The clear line between reproductive
health care, sex ed, the access to contraceptives, et cetera, as you're saying, is very tied to
quote unquote decency laws. And we need to like kind of constantly remind people of that.
Because I think as you're saying, it can kind of seem like a historical artifact of the 1800s
or early 1900s when in actuality it impacts our day-to-day ability to access things now.
Yeah. I think it's interesting also like a hundred years exactly after the Comstock Act passed
and these laws were sort of put into fruition in the late 1800s.
We had Roe versus Wade passed in the 1970s.
We had the sexual liberation.
We had, you know, the mass production of birth control, et cetera.
And when the internet came into being in the early 1990s, which I guess like, I don't even
know if you were alive.
I was like a little kid.
So I don't remember.
It did predate me.
My birth.
Okay. God.
Oh my God.
I was like a tiny child.
So I wasn't, you know, engaging in these early mess.

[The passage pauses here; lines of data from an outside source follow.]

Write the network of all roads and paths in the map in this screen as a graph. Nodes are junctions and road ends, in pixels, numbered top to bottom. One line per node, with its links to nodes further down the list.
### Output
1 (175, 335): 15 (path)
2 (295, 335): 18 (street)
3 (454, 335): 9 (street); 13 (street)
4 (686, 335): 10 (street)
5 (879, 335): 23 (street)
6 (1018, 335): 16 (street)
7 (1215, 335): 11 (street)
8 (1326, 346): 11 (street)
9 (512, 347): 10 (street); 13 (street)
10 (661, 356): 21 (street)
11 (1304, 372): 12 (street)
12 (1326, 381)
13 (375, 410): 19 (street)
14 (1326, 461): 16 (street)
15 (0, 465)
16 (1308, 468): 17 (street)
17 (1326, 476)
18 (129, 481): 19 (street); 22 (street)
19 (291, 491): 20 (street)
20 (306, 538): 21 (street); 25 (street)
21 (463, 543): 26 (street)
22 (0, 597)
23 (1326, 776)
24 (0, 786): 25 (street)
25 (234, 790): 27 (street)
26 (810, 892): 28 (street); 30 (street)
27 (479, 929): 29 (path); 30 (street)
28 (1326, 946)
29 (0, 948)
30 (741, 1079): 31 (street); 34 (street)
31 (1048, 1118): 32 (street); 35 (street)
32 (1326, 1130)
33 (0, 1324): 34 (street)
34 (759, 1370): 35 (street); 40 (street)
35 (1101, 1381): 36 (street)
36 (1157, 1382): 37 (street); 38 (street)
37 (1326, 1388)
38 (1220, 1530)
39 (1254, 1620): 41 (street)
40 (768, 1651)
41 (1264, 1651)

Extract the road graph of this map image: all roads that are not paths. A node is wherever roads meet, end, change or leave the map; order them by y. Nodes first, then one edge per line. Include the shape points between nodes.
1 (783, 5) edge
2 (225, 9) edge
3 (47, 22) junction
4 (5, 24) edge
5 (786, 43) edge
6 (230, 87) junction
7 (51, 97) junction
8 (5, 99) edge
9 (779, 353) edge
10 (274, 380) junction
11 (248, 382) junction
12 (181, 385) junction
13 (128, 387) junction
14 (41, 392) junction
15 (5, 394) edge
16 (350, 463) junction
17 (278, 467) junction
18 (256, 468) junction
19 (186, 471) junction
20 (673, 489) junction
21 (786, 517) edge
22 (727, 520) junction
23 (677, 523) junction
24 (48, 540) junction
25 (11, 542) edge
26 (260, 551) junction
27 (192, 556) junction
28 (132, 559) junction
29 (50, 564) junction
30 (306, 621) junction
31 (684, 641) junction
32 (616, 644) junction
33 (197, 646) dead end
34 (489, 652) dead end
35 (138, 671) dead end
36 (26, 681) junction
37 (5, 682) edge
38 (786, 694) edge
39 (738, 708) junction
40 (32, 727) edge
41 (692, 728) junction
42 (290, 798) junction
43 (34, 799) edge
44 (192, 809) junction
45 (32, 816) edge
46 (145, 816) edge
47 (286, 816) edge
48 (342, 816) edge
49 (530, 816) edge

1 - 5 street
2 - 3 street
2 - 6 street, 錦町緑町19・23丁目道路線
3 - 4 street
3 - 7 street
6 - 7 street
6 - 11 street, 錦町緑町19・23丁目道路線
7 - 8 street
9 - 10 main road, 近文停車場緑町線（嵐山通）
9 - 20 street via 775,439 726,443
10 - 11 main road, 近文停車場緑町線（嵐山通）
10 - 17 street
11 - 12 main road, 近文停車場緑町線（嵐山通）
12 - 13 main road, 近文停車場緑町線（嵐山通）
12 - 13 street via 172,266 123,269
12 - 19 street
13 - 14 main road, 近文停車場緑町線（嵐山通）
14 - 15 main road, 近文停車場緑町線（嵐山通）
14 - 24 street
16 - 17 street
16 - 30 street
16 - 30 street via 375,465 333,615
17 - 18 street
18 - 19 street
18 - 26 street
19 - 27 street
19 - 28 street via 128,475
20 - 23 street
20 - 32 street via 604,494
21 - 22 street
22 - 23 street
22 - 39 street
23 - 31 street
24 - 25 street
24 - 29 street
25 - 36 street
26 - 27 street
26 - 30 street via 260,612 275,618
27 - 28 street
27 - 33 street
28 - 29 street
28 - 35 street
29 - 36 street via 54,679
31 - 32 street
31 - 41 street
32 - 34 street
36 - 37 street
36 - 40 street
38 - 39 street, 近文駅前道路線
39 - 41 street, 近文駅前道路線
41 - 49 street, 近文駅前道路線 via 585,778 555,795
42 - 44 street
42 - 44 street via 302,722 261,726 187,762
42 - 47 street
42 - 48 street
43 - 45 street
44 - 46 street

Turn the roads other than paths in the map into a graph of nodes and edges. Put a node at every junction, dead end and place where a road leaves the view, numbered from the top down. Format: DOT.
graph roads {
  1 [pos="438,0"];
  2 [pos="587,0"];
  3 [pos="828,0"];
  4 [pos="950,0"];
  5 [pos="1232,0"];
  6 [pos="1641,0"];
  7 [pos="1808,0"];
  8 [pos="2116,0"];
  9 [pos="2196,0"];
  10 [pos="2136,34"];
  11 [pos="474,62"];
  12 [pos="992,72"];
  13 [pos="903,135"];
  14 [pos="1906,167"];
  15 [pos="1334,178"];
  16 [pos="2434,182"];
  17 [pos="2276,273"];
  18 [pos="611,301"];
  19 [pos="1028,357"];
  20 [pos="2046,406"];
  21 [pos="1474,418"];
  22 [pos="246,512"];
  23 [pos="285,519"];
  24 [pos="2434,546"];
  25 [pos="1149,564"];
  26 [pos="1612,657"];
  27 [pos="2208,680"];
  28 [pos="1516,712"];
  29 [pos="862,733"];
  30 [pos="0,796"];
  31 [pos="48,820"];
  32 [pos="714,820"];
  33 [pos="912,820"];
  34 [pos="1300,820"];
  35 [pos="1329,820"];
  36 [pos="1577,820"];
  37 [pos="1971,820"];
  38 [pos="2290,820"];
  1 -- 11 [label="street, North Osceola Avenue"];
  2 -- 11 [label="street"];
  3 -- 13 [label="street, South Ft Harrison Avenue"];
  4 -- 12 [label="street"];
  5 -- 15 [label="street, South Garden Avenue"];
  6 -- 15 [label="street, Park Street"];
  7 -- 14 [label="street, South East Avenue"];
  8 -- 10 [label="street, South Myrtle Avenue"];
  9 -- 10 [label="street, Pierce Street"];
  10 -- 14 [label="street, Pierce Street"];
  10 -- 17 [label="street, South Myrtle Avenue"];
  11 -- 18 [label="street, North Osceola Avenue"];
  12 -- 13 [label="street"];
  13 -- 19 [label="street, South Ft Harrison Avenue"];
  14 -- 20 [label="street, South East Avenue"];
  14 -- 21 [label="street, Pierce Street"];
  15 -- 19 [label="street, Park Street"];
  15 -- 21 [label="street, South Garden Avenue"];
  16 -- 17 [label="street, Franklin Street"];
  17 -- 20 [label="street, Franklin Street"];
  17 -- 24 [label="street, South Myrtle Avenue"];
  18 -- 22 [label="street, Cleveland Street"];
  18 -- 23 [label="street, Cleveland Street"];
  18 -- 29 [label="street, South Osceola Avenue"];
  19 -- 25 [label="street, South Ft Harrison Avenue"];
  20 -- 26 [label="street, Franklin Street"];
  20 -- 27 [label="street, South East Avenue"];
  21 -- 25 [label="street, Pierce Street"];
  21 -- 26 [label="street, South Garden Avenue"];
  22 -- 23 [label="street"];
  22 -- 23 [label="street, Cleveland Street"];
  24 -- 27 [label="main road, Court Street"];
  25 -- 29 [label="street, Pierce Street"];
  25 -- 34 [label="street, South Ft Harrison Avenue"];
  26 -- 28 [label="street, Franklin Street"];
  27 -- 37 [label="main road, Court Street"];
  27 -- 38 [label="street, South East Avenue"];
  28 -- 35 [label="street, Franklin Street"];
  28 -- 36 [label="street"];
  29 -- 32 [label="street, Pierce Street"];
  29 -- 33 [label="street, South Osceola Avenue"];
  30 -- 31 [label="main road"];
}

boards personally, but I think it's interesting to note that actually on these early web
forums in the early 90s, a lot of content that was being discussed was sex ed content,
queer content, women sharing, you know, information related to their pregnancies or birth control,
and actually looking for and sharing abortion content online.
And so it didn't take very long before these like moral panic groups began to get outraged.
Like they found out that, oh, there's this new thing.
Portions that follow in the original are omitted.